By Jerri Stroud, BBB Editor
Emmaus Homes has been serving adults with developmental disabilities for 123 years, but that doesn’t mean it takes an old-fashioned approach to their care. Once known as a provider with large residential facilities, the organization now emphasizes community-based housing that helps clients meet their goals for living a full life.
The change reflects best practices and changes in Medicaid standards, which will require community-based facilities for all clients by March 2019, said Cindy Clark, president and chief executive of Emmaus Homes.
Emmaus phased out a large facility in St. Charles recently and is in the process of phasing out its 650-acre property in Marthasville, Mo.
Emmaus was started in Marthasville by the German Evangelical Church, the present-day United Church of Christ. Although it has a historic affiliation with the denomination, it receives no formal funding except for donations from church members and local congregations.
Most individuals who come to Emmaus for services are referred by the Missouri Department of Mental Health, and all but a handful receive services funded by Medicaid.
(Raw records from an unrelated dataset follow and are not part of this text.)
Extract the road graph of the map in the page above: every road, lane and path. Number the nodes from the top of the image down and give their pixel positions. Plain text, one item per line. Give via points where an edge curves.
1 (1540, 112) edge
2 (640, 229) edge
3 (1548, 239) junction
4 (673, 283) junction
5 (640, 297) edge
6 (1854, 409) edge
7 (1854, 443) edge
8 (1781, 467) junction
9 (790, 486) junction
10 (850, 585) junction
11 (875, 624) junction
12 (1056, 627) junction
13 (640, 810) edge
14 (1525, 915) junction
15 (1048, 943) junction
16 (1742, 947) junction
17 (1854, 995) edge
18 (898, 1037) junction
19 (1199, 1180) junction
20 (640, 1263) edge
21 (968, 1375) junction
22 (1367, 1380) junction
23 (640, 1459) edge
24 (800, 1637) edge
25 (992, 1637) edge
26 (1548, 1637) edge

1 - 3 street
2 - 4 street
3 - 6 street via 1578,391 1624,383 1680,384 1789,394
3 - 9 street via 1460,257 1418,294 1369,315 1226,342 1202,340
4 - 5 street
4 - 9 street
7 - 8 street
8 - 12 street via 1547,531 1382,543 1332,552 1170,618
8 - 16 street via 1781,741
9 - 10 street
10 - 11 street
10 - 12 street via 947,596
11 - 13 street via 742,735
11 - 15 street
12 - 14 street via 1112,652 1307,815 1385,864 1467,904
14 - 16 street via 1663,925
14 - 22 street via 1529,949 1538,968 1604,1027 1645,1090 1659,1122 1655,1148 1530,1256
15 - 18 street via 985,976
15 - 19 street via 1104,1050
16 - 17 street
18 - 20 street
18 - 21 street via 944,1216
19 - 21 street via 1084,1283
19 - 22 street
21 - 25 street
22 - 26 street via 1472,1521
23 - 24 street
Funds from Medicaid account for $28 million of Emmaus’s $30 million annual budget, which covers salaries for 650 employees, most of them direct client support staff.
Emmaus must raise the $2 million Medicaid doesn’t cover through United Way funding, individual donations and three annual community events.
Emmaus serves approximately 280 individuals in more than 70 small group homes in St. Louis, St. Charles, Franklin and Warren counties. Emmaus clients range in age from 18 to 98, and Emmaus serves some who have been with Emmaus for more than 50 years.
“Our services begin where a client’s skills begin to taper off,” said Clark. Emmaus works with each client to develop a plan based on their own definition of what they want for their lives – developing a hobby, keeping a job, volunteering or simply getting out into the community more. The agency then matches that client’s needs and plans with similar individuals who will share a home where they have round-the-clock care.
Clark says most clients come to Emmaus for three reasons: loss of a caregiver, a severe behavioral need or a medical need. Many require full-time care including lifting, bathing and other services that their families can’t provide. Many families can’t afford such services without help from Medicaid, and as family caregivers age, many can no longer care for their family members with disabilities.
To receive services, a client needs to be diagnosed with an intellectual or developmental disability before the age of 21. They have to demonstrate a need for care and qualify for Medicaid.
“There’s a very high bar to demonstrate that you’re in need of residential placement,” Clark said.
Like other care-giving organizations, Emmaus faces a shortage of qualified people who are interested in becoming direct support professionals. Clark said pay isn’t what they’d like it to be, and industry turnover is high. Emmaus looks for people who aspire to its core values: customer-centered service, integrity, initiative and collaboration. It provides bonuses for those who do extraordinary work.
Emmaus provides training to new employees and annual refresher courses. Leadership team members meet regularly with staff to hear about their experiences and provide feedback. Twice a year, the management team holds a “town hall” meeting to update staff on strategies and celebrate successes.
Recently, Emmaus rolled out a social media app that allows employees to recognize their peers and share that recognition with everyone in the organization. It helps employees feel connected to Emmaus even when they’re dispersed over four counties.
Clark says the app helps her keep up with some of the outstanding work employees have done and reach out to thank them. Recently, she learned about a staff member who went to the hospital to sit with a dying client even though she had suffered a loss in her own family. Clark said she might not have known about the employee’s extraordinary actions without the app.
Clark realizes the clients have a choice of providers. Missouri has 800 providers of care for individuals with disabilities, including small proprietors and large organizations. But she said Emmaus Homes stands out because of its historic church ties.
“Our faith-based tradition and our core values really distinguish Emmaus as a provider of choice,” Clark said. “We continue to invest in that.” Emmaus has a vice president of spiritual care, and it provides a regular worship service at Good Shepherd United Church of Christ in St. Charles as well as the historic chapel on the Marthasville campus. Emmaus also has a three year accreditation – the highest – from CARF, a national accreditation organization for health and human services organizations.
Emmaus Homes, 3731 Mueller Road, St. Charles, Mo. 63301
President and CEO: Cindy Clark
Mission Statement: Arising from faith in Jesus Christ, the mission of Emmaus Homes is to enhance the quality of life for people of all beliefs with cognitive, intellectual and other developmental disabilities.
BBB prepares profiles of BBB Accredited Businesses and BBB Accredited Charities as part of its TORCH Awards process. Emmaus Homes is a winner of the BBB St. Louis TORCH Awards.